But there are reports that indicate that it is permissible to fast at this time. For example: 

Al-Bukhaari (1914) and Muslim (1082) narrated that Abu Hurayrah (may Allaah be pleased with him) said: The Messenger of Allaah (peace and blessings of Allaah be upon him) said: “Do not anticipate Ramadaan by fasting one or two days before it begins, but if a man habitually fasts, then let him fast.” 

This indicates that fasting after halfway through Sha’baan is permissible for someone who has the habit of fasting, such as a man who regularly fasts on Mondays and Thursdays, or who fasts alternate days, and the like. 

Al-Bukhaari (1970) and Muslim (1156) narrated that ‘Aa’ishah (may Allaah be pleased with her) said: “The Messenger of Allaah (peace and blessings of Allaah be upon him) used to fast all of Sha’baan, he used to fast Sha’baan except a few days.” This version was narrated by Muslim. 

Al-Nawawi said: In the words, “He used to fast all of Sha’baan, he used to fast Sha’baan except a few days” the second phrase explains the first, and indicates that the word “all” means “most of”. 

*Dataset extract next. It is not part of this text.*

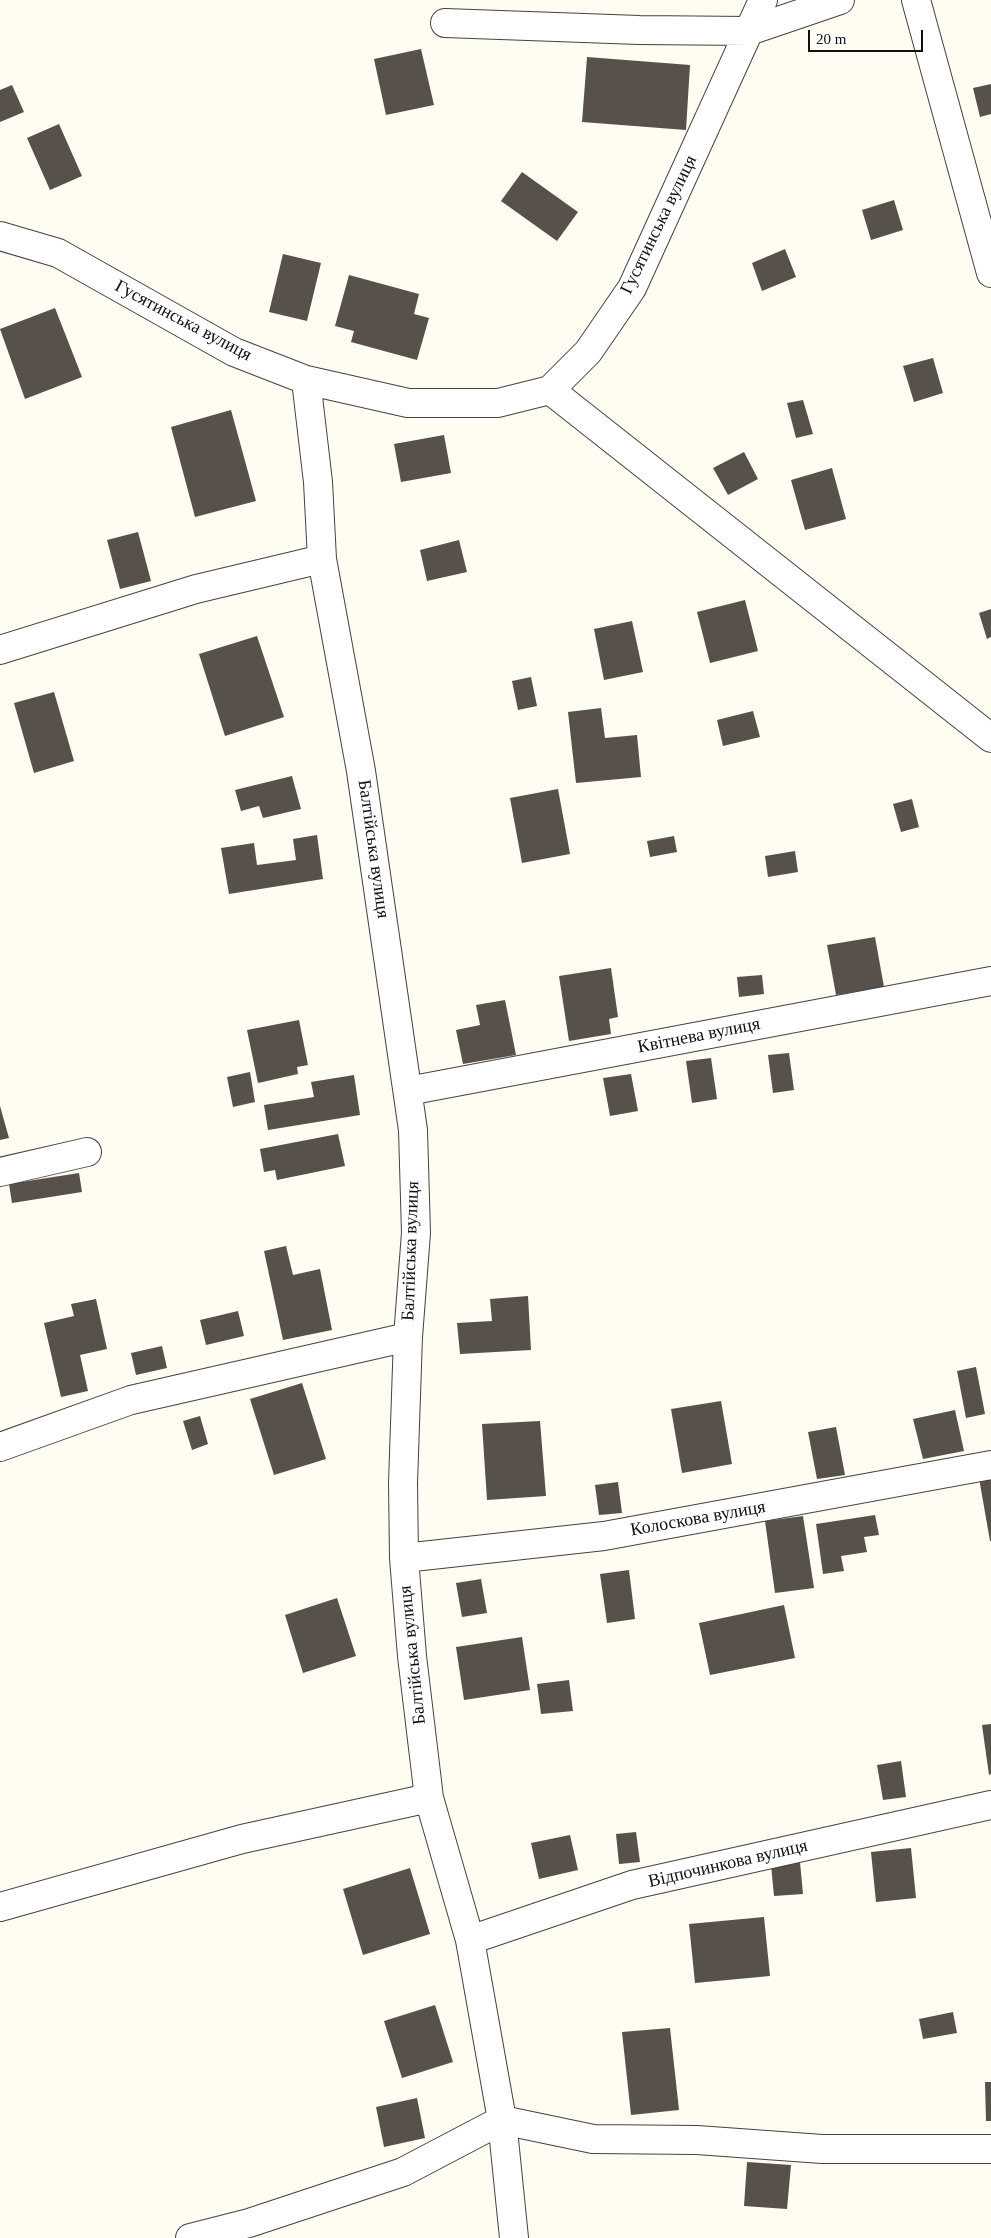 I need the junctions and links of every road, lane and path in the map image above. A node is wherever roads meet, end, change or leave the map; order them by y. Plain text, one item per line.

This hadeeth indicates that it is permissible to fast after halfway through Sha’baan, but only for those who are continuing after fasting before halfway through the month. The Shaafa’is followed all of these ahaadeeth and said: 

It is not permissible to fast after halfway through Sha’baan except for those who have a habitual pattern of fasting, or who are continuing after fasting before halfway through the month. 

According to most of the scholars, the prohibition here means that it is haraam. 

See al-Majmoo’, 6/399-400; Fath al-Baari, 4/129 

Some, such as al-Ruyaani, suggested that the prohibition here is to be understood as meaning that it is makrooh, not haraam. 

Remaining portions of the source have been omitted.